C'était l'occasion pour lui, qui a présidé la convention du PS sur la politique étrangère et de défense, d'exposer la position des socialistes sur les dossiers internationaux les plus importants.

Sur l'Otan et la réintégration de la France dans le commandement de l'Alliance Atlantique, il a été étonnement précis. Le PS s'était déclaré très hostile à ce retour.
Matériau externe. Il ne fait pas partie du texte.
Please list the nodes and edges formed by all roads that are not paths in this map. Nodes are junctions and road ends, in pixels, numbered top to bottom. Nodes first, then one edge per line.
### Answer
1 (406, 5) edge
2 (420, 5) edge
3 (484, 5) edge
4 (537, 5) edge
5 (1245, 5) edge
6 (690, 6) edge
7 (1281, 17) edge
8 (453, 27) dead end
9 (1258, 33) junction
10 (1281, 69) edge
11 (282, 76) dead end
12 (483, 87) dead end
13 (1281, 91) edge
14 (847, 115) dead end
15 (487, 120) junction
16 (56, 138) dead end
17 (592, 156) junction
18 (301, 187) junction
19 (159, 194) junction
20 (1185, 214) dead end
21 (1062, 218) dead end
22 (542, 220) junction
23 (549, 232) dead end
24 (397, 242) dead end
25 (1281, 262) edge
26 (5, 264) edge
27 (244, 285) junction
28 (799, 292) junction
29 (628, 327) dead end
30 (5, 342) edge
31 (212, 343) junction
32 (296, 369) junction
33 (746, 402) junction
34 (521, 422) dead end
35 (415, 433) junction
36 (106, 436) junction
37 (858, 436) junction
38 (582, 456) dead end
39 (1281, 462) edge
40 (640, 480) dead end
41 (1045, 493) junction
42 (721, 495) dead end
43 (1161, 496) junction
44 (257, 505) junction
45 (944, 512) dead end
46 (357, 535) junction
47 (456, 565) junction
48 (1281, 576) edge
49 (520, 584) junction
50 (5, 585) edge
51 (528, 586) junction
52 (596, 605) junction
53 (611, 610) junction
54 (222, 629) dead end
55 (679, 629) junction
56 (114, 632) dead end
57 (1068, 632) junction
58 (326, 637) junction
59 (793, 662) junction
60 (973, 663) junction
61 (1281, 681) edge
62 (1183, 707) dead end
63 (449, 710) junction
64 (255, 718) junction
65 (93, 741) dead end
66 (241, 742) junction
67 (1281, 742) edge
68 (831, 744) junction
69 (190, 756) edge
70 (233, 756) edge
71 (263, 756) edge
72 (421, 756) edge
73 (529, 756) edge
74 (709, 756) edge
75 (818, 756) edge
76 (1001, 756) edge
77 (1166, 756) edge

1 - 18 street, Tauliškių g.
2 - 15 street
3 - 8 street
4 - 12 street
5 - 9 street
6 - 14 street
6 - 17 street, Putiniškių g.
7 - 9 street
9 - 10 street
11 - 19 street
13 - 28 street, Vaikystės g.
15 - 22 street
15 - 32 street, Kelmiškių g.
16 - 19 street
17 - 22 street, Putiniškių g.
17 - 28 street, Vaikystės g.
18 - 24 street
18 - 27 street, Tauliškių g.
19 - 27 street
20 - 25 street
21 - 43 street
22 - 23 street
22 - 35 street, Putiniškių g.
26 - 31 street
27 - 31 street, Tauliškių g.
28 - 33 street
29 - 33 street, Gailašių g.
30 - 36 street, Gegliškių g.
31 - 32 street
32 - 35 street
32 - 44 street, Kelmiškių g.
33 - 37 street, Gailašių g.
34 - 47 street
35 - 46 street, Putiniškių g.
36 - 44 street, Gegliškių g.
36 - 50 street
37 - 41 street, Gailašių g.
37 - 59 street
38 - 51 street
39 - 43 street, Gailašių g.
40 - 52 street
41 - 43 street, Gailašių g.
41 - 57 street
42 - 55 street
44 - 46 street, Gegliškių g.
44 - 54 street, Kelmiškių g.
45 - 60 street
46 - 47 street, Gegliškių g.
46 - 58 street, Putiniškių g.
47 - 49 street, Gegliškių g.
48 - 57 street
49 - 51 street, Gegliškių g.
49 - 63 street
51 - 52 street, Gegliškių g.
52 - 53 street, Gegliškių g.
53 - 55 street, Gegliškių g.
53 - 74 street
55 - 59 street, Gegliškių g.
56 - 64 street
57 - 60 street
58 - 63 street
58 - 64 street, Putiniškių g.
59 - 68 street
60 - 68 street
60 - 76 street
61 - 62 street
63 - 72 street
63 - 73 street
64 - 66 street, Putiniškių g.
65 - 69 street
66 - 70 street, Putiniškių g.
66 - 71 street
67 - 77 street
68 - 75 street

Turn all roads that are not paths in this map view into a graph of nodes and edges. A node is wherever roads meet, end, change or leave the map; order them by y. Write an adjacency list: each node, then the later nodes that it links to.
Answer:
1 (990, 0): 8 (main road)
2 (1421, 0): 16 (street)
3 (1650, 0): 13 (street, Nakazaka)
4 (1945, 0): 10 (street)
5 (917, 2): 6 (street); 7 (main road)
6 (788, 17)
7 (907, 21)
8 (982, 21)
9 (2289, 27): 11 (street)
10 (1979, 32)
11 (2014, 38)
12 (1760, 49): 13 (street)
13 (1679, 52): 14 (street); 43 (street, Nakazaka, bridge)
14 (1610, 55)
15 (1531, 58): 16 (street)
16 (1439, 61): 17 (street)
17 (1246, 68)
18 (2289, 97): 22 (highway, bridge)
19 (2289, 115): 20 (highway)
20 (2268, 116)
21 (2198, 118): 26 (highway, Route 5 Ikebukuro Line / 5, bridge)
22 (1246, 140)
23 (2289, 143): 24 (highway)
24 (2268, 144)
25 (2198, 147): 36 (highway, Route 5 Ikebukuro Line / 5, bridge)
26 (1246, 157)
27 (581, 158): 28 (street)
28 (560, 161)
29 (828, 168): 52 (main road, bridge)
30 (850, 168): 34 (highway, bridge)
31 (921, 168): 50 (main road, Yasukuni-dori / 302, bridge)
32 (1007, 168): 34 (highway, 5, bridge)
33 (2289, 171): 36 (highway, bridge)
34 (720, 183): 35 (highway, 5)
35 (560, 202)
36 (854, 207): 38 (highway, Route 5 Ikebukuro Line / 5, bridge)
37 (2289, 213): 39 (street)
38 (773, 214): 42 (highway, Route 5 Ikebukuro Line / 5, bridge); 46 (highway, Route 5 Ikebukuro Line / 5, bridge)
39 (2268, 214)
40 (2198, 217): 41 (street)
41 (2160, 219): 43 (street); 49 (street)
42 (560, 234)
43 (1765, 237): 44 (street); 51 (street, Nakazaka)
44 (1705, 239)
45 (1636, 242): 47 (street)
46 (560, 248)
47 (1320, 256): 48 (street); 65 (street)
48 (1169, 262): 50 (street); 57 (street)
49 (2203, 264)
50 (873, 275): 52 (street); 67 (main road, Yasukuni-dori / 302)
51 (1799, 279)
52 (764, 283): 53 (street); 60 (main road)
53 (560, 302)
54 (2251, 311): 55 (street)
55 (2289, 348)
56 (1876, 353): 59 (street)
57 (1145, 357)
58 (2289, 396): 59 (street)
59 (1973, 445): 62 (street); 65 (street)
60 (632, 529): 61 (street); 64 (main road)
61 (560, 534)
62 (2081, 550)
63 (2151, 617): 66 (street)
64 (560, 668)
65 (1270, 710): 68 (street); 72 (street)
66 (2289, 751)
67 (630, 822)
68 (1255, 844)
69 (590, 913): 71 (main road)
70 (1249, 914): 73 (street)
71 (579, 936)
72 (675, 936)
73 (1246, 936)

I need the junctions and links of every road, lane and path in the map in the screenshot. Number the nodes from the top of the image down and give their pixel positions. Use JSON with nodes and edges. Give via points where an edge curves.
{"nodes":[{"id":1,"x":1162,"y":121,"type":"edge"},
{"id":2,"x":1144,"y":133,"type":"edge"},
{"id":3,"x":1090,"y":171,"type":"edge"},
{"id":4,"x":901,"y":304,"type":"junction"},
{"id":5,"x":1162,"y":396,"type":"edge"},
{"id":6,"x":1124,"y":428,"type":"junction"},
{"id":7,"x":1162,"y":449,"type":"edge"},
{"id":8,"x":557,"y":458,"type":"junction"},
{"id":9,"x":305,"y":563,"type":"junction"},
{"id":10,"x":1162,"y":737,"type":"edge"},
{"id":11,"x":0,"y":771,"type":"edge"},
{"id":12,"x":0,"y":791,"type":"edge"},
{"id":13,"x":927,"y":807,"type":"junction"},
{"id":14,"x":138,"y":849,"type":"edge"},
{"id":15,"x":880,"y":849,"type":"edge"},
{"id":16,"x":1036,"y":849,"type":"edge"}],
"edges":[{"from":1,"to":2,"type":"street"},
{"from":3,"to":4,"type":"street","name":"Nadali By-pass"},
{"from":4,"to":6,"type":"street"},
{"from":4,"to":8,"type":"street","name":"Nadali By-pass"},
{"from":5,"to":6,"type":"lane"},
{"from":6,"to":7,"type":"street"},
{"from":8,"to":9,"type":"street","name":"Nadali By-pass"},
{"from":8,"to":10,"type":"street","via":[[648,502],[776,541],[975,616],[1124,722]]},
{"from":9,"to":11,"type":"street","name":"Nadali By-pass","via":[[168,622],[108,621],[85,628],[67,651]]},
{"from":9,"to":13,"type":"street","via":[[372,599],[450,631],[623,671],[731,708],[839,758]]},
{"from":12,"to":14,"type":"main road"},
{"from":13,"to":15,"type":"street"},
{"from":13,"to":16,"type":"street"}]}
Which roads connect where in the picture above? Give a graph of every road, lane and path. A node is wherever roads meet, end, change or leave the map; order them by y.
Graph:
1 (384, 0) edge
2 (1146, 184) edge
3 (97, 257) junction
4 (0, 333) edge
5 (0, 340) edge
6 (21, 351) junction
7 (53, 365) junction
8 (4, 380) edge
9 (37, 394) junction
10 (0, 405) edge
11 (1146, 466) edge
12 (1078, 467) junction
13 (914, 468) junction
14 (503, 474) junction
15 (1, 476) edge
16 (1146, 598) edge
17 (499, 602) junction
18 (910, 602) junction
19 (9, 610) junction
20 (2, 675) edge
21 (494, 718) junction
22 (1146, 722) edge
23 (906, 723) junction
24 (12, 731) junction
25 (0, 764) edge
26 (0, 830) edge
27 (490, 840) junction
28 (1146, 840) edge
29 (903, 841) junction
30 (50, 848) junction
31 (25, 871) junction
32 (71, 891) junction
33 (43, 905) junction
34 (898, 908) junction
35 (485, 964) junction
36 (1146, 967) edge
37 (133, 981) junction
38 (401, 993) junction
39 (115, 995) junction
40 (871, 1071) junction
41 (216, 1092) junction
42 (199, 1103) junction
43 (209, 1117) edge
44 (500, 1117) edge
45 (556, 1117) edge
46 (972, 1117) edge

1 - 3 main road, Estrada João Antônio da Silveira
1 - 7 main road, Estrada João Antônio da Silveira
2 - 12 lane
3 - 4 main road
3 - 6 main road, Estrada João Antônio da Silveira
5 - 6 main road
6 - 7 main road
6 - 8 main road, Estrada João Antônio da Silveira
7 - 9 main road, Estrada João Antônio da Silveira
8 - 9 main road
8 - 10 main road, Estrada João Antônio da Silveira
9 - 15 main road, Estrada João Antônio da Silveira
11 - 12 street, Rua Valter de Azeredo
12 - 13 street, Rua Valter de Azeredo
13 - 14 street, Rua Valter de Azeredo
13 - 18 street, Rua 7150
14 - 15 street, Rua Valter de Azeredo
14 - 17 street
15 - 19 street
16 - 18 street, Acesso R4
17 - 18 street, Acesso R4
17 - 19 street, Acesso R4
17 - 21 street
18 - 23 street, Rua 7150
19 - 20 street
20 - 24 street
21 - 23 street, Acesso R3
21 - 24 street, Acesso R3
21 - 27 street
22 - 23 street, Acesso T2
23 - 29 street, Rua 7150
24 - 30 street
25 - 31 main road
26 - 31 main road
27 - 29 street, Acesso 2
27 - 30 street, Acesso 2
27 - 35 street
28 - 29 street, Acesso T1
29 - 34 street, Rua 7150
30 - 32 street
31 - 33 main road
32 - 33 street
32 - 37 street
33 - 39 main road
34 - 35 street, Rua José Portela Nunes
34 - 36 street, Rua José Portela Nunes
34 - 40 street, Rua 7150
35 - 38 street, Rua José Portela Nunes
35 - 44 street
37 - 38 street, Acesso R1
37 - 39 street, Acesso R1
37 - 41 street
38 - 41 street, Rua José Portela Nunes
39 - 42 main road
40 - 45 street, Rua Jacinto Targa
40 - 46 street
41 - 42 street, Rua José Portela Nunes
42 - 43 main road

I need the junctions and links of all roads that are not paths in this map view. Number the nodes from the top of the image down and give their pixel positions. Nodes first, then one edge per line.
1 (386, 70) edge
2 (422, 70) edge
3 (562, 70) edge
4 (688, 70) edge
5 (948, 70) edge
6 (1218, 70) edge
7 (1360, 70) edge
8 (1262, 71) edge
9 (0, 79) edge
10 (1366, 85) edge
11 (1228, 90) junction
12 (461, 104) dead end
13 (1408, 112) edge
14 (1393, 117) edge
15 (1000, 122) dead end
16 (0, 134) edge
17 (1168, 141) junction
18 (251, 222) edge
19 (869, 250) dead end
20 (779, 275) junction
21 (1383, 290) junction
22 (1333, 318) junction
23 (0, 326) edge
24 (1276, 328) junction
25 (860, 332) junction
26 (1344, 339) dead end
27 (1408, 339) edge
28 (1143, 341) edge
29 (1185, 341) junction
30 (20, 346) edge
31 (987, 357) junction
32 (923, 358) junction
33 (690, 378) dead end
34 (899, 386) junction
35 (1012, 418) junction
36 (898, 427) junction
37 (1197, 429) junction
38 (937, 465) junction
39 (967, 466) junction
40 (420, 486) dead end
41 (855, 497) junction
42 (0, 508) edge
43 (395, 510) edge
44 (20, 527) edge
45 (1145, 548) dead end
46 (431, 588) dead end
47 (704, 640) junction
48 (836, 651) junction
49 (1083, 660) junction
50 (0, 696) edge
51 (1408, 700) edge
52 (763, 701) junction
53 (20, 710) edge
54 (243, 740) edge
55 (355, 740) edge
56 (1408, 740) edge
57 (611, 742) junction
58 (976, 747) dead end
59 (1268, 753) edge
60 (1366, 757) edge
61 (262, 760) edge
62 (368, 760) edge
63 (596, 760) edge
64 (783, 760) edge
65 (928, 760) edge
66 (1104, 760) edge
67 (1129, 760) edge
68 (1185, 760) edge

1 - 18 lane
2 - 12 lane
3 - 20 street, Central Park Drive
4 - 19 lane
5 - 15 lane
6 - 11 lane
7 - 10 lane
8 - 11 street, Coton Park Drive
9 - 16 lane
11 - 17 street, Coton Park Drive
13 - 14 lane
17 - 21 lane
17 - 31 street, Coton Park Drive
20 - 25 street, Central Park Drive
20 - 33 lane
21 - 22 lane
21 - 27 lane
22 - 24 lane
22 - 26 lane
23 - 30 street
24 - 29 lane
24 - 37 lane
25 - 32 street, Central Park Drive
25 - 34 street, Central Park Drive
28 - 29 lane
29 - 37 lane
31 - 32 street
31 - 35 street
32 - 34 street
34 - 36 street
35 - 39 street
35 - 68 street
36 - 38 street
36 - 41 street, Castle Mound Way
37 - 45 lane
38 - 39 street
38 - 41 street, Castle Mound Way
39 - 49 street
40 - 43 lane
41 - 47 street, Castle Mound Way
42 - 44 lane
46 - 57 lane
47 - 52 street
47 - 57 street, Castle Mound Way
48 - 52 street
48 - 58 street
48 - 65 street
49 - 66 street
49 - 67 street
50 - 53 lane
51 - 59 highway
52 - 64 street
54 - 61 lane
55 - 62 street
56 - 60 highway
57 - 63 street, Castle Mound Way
C'était même par la voix de Laurent Fabius qu'au cours du débat parlementaire les positions de la rue de Solferino avaient été affirmées.

Dans leur plate forme de politique étrangère, les socialistes avaient écrit que, lorsqu'ils reviendraient au pouvoir, ils "réexamineraient la situation".

Aujourd'hui, Laurent Fabius affirme: "On ne ressortira pas du commandement". C'est rééxaminé.

Il ajoute: "Nous demanderons que les deux exigences formulées par la France - un poids accru de notre pays dans les structures militaires et une défense européenne plus forte - soient satisfaites."

Donc "on ne ressortira pas". Otan en emporte le vent des promesses socialistes… qui ne feront  même pas l'objet d'un débat public national.

 

Cela dit pourquoi s'étonner ?

Voici la dernière phrase du communiqué du PS lors du 40ème de l'anniversaire de la mort de De Gaulle :

 

"Alors que cet héritage est aujourd’hui mis à bas, nous ne l’oublions pas, pas plus que nous n’oublions nos désaccords : il n’avait pas compris le besoin de libéralisation de la société et l’attente de plus d’égalité". (Ce "besoin de libéralisation" est souligné par la Canaille)

 

C'est ce libéralisme qui fait que la France est donc mandatée pour rester avec la droite ou le PS le bras armée de l'Otan sur le vieux continent.

 

Avec des dégâts collatéraux annoncés:

Dans le cadre de la deuxième réunion du Conseil de l’Internationale Socialiste (IS) qui s'est tenue du 15 au 16 novembre à Paris, Martine Aubry a accueilli Ehud Barak, président du "Parti Travailliste israélien" et vice-président de l'IS. Accueillir Barak, le même qui occupait les fonctions de ministre de la « défense » lors de l'attaque israélienne contre Gaza en décembre 2008-janvier 2009 qui a fait officiellement plus de 1.350 morts et 5.450 blessés et maintien Gaza comme un gigantesque camp de concentration.

L'opportunisme est le voltigeur des bataillons réactionnaires.

C'est un évènement qui illustre les liens étroits unissant le PS français aux dirigeants sionistes : Le keffieh pour ratisser les voix dans les citées, la kipa pour rassurer le lobby israélien, une croix sur les valeurs progressistes…et la bibliothèque de la littérature socialiste dans les caves d'un musée…dont ils ont jeté la clef.

 

Dans ce cas on comprend pourquoi les USA ne sont pas trop inquiet entre l'excité bulbe et les ventres mous de la gestion de l'impérialisme leur hégémonie est garantie.